Quando si parla di unità collabenti si fa riferimento a fabbricati immobiliari, o parti di questi ultimi, che sono allo stato di ruderi e non sono più in grado di generare redditi. Ma cosa dicono le norme fiscali inerenti ad esse? Come vengono classificate?
Le regolamentazioni
Le unità collabenti vengono incluse nella categoria catastale F/2, e tecnicamente sono “edifici diroccati o fatiscenti, che non sono in grado di produrre reddito proprio in virtù delle loro caratteristiche”. Per la legge ministeriale numero 28 del 1998, rientrano in questa categoria edifici come:
- fabbricati o alcune delle loro parti in definizione o costruzione;
- aree urbane;
- lastrici solari;
- costruzioni che non producono più reddito, a causa del loro stato di degrado.

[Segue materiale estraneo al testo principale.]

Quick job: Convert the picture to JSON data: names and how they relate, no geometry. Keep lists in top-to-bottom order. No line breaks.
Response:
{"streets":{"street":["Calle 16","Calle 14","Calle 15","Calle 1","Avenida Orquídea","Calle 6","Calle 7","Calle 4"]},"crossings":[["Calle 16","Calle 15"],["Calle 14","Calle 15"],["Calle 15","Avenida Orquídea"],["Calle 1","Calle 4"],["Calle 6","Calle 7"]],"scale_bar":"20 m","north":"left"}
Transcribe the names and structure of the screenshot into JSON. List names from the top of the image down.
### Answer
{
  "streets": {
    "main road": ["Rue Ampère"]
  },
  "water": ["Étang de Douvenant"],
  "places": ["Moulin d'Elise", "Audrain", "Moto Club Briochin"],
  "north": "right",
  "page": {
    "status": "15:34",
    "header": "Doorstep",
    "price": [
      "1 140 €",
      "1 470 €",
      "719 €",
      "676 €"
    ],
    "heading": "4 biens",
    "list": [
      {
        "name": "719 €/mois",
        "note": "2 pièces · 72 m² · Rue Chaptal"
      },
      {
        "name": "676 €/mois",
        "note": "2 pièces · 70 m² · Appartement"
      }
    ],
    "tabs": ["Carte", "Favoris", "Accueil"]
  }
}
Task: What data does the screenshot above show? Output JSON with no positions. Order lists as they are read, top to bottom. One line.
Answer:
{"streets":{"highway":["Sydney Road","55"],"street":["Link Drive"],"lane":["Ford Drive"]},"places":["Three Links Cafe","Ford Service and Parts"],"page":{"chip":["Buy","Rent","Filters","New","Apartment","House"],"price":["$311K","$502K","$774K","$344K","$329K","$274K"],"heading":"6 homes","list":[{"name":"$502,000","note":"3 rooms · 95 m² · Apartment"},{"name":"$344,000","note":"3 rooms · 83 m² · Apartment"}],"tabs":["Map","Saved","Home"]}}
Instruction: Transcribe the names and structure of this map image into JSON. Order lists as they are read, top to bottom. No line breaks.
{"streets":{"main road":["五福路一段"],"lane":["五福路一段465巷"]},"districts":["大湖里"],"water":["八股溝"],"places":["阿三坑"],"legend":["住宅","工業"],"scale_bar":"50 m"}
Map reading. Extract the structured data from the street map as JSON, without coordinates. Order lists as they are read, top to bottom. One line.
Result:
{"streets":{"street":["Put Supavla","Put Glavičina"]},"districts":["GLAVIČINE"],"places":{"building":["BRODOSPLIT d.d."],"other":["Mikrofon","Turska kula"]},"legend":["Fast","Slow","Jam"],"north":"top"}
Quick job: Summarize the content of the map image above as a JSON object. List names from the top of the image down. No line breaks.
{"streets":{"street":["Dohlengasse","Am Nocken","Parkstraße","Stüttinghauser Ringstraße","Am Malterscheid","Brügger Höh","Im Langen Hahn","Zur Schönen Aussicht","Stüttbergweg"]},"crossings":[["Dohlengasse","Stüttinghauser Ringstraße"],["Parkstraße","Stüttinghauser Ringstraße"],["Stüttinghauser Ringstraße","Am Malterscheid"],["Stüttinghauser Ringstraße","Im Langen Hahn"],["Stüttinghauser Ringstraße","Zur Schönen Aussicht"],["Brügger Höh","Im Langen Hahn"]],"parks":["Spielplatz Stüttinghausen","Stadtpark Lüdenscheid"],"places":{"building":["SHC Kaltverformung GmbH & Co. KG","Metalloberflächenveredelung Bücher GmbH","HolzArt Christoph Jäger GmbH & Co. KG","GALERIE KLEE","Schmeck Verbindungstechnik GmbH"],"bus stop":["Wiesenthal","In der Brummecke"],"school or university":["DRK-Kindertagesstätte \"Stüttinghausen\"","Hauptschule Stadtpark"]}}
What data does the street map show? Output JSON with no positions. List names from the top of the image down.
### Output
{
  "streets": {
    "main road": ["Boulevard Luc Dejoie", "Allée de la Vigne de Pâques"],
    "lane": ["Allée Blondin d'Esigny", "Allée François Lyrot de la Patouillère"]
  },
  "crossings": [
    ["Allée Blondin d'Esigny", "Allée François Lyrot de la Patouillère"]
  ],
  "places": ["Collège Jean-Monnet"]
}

Per essere definita un unità collabente, il proprietario di tale immobile deve rivolgersi ad un professionista che firmi una relazione e una dichiarazione, con tanto di data e firma, che attesti le condizioni del fabbricato. Tale documentazioni, con allegate anche delle fotografie ed un’autodichiarazione del proprietario che attesti la mancanza dei servizi primari, devono essere consegnate al catasto, che registra l’immobile come collabente.
Le detrazioni fiscali
Degli immobili come quelli appena descritti non sembrano soggette a tasse come la Tasi e l’IMU, ma non mancano comunque delle eccezioni. Ad esempio, se l’area in cui si trova l’immobile può essere considerata edificabile.
Per le ristrutturazioni di queste unità, ci sono comunque detrazioni fiscali, di circa il 50 %, e del 65 % per il risparmio energetico. Secondo dei dati del 2018, l’Agenzia delle Entrate ha registrato 548148 unità collabenti, e la maggior parte di trovano a Nord e Sud dell’Italia.